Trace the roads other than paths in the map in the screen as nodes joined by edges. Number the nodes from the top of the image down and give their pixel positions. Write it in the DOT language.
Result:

++++++++

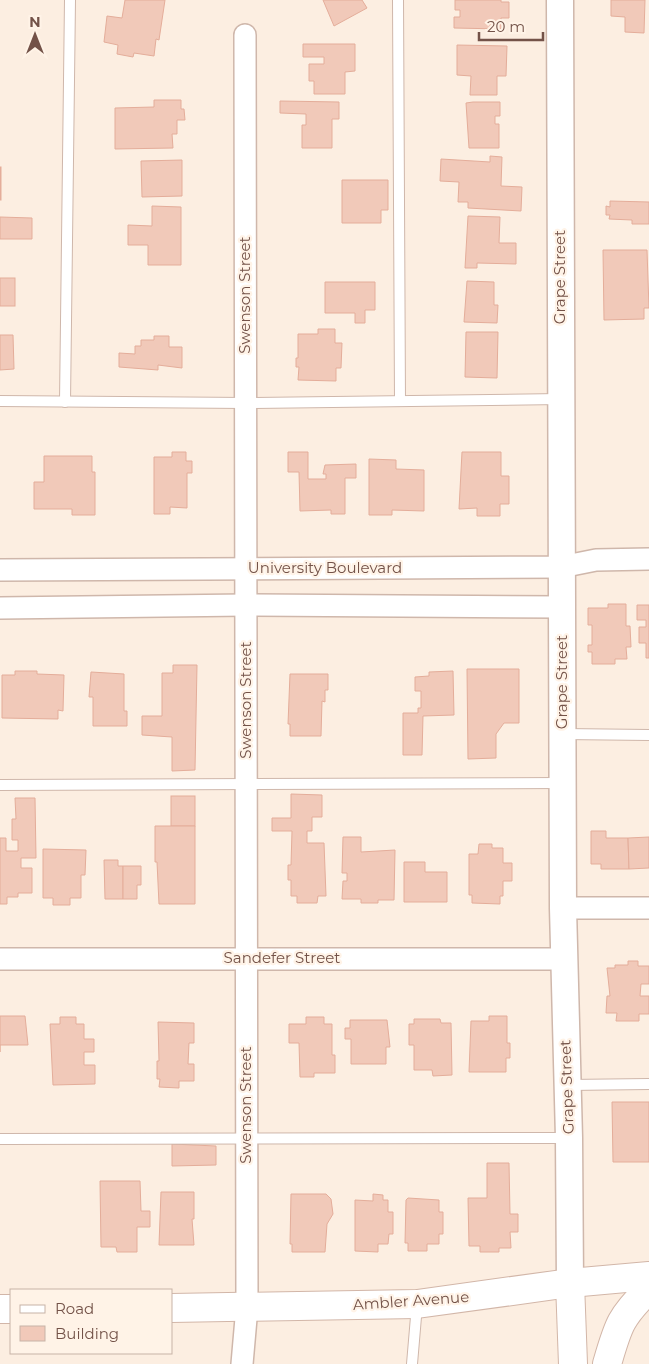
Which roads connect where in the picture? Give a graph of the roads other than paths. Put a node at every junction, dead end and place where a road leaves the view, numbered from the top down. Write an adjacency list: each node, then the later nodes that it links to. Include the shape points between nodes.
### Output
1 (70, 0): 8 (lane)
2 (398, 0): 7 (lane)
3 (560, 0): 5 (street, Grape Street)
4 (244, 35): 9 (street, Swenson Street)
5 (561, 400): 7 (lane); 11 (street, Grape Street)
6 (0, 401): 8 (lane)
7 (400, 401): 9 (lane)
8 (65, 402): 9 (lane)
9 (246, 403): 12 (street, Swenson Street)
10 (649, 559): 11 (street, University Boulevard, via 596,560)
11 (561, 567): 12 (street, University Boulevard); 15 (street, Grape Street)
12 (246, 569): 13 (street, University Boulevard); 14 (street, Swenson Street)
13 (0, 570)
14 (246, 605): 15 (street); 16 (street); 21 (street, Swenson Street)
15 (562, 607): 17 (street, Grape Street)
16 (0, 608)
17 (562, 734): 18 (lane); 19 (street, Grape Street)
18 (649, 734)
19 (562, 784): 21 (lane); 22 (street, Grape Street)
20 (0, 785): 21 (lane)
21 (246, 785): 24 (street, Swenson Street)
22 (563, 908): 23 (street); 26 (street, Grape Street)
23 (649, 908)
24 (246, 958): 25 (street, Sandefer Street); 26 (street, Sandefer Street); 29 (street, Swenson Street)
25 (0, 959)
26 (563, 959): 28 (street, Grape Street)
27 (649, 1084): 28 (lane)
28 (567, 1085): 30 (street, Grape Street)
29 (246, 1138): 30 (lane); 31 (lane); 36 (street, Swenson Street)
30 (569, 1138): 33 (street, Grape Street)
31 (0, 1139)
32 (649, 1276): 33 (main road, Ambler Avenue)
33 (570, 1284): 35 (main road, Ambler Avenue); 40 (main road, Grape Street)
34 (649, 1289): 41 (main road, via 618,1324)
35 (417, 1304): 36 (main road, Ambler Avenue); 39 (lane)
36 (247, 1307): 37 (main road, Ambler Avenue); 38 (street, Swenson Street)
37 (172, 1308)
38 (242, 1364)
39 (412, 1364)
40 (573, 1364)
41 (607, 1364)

++++++++

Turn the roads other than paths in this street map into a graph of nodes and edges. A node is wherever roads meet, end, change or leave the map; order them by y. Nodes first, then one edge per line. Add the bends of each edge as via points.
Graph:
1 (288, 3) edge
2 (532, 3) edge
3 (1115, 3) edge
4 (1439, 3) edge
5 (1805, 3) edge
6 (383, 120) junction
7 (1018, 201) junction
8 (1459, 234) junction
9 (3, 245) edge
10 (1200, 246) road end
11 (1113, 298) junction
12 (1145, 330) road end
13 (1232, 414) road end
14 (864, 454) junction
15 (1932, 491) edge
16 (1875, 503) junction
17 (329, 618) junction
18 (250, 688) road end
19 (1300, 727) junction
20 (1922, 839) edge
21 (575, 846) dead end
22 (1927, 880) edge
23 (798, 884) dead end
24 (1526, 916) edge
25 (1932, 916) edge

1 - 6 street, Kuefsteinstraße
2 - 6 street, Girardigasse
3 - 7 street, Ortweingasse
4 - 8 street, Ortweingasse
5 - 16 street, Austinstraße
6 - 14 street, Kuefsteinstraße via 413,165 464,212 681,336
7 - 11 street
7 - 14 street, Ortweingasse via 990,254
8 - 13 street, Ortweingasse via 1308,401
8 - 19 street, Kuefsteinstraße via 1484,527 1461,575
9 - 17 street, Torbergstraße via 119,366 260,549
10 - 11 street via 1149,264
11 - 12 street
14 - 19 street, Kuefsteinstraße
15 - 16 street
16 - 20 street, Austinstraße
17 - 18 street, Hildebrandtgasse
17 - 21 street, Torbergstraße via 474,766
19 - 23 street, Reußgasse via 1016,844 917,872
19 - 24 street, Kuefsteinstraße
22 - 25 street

++++++++

Using the listing above, work out how many of its lines include "other", and give only the result.

3